I’d done it. I’d actually done it.

I called Leila immediately. She picked up on the first ring.

“How did it go?” she asked, too fast, like she had been pacing her entire office.

“I—Leila, they liked me.”

She squealed. She actually squealed. Then shouted for Elias, who apparently was in the next room.

“Okay,” Elias said when he joined, his voice steady but warm. “Give us the full report.”

So, I did.
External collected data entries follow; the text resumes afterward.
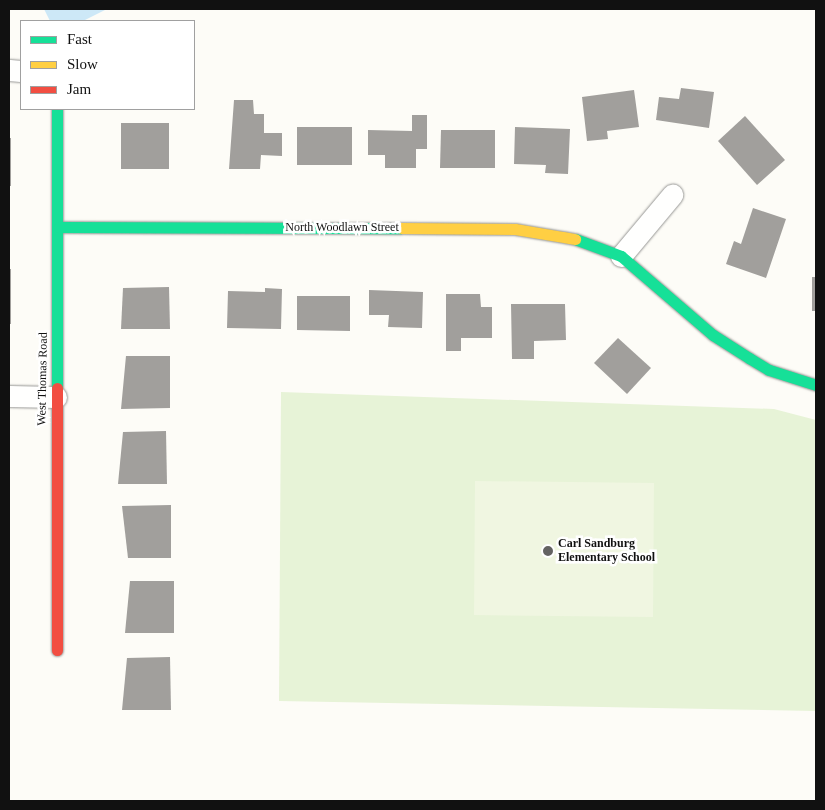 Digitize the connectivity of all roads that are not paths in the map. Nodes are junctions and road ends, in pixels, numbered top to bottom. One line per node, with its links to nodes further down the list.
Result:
1 (58, 110): 3 (street, West Thomas Road)
2 (672, 195): 4 (street)
3 (59, 227): 4 (street, North Woodlawn Street); 7 (street, West Thomas Road)
4 (621, 256): 5 (street, North Woodlawn Street)
5 (816, 385)
6 (9, 396): 7 (street)
7 (56, 397): 8 (street, West Thomas Road)
8 (57, 650) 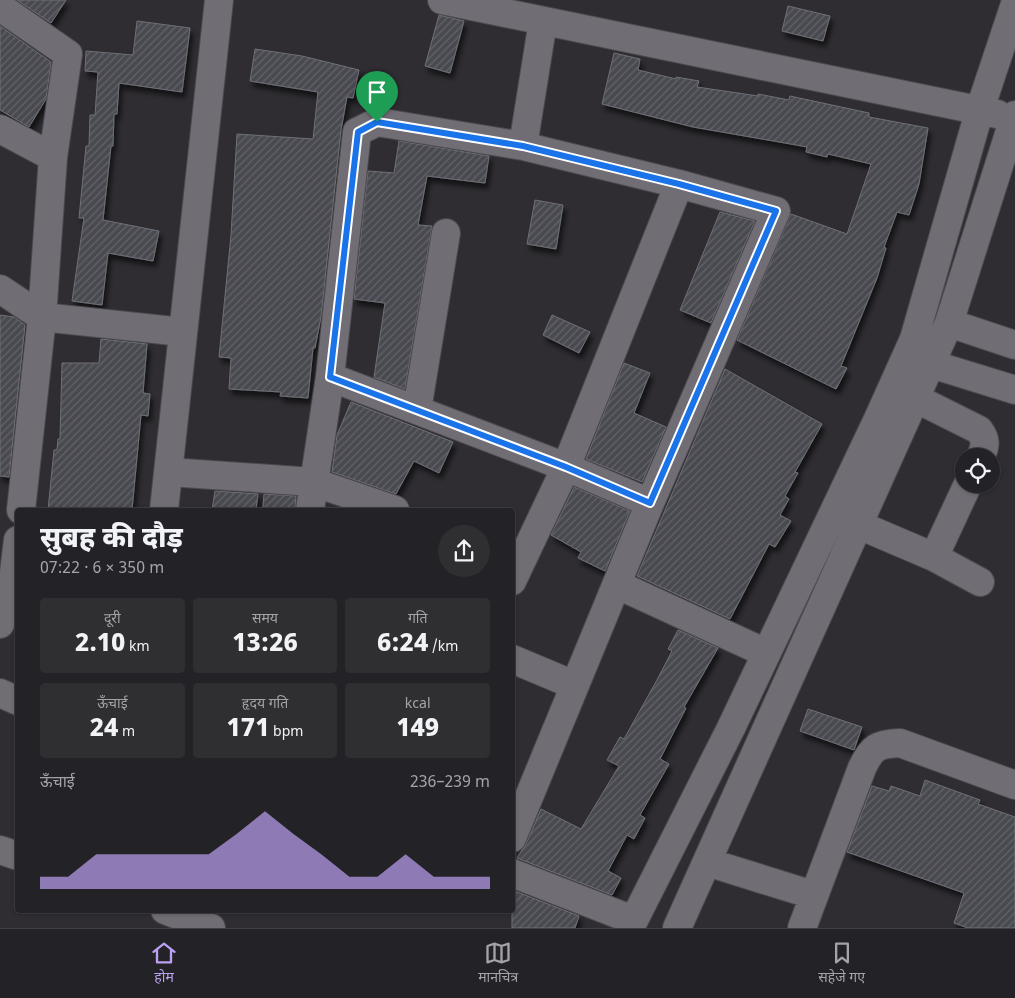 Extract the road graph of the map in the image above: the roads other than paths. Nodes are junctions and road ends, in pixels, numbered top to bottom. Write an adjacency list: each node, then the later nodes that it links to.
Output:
1 (219, 0): 16 (street)
2 (442, 0): 5 (street)
3 (1015, 4): 6 (street)
4 (0, 7): 10 (street)
5 (543, 20): 6 (street); 9 (street)
6 (980, 109): 7 (street); 42 (street)
7 (1014, 117): 15 (street)
8 (0, 129): 10 (street)
9 (523, 146): 11 (street); 19 (street)
10 (53, 157): 14 (street)
11 (679, 184): 24 (street); 28 (street)
12 (446, 233): 22 (street)
13 (0, 288): 14 (street)
14 (42, 316): 16 (street); 29 (street)
15 (949, 324): 17 (street); 18 (street)
16 (183, 332): 25 (street)
17 (1015, 345)
18 (931, 364): 20 (street); 21 (street)
19 (330, 377): 22 (street); 26 (street)
20 (1015, 390)
21 (915, 398): 23 (street); 33 (street)
22 (417, 410): 24 (street)
23 (985, 448)
24 (566, 467): 28 (street); 35 (street)
25 (169, 472): 26 (street); 30 (street)
26 (313, 482): 31 (street); 32 (street)
27 (964, 493): 36 (street)
28 (650, 503): 39 (street)
29 (21, 508)
30 (164, 508)
31 (310, 508)
32 (389, 508)
33 (859, 526): 36 (street); 51 (street)
34 (15, 552): 40 (street)
35 (519, 552): 37 (street)
36 (934, 557): 38 (street)
37 (515, 569)
38 (980, 582)
39 (618, 585): 42 (street); 44 (street)
40 (6, 586): 41 (street)
41 (0, 624)
42 (766, 653): 55 (street)
43 (515, 660): 44 (street)
44 (574, 685): 48 (street)
45 (0, 694): 46 (street)
46 (15, 700)
47 (1015, 784): 53 (street)
48 (515, 831)
49 (0, 850): 50 (street)
50 (15, 855)
51 (708, 862): 53 (street); 57 (street)
52 (515, 874): 55 (street)
53 (813, 895): 58 (street)
54 (173, 913): 56 (street)
55 (631, 924)
56 (211, 928)
57 (677, 928)
58 (802, 928)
I told them everything—the moment when the lead interviewer leaned forward with that spark of interest, the smile when I talked about layout design, the way they kept asking follow-up questions like they genuinely cared what I thought. At one point, one of them even said my English was “remarkably natural.”

Coming from an Irishman, that felt like being knighted.

Leila clapped her hands. “Darya, that’s incredible.”

“I don’t know,” I said, though I was grinning hard enough to hurt. “Maybe they were just being polite.”

“No,” Elias said firmly. “Trust me. You know how many unimpressed faces I see in staff meetings? People can fake politeness, but they can’t fake engagement. If they were leaning in, asking questions—they’re interested.”

I let those words settle, warm and dizzying.

Still ... I couldn’t let myself celebrate. Not yet. Not completely.

“They said they’d get back to me within a few days,” I said. “So ... now I wait.”

“And we wait with you,” Leila said.

Her voice was soft, certain—anchoring me in a way I desperately needed.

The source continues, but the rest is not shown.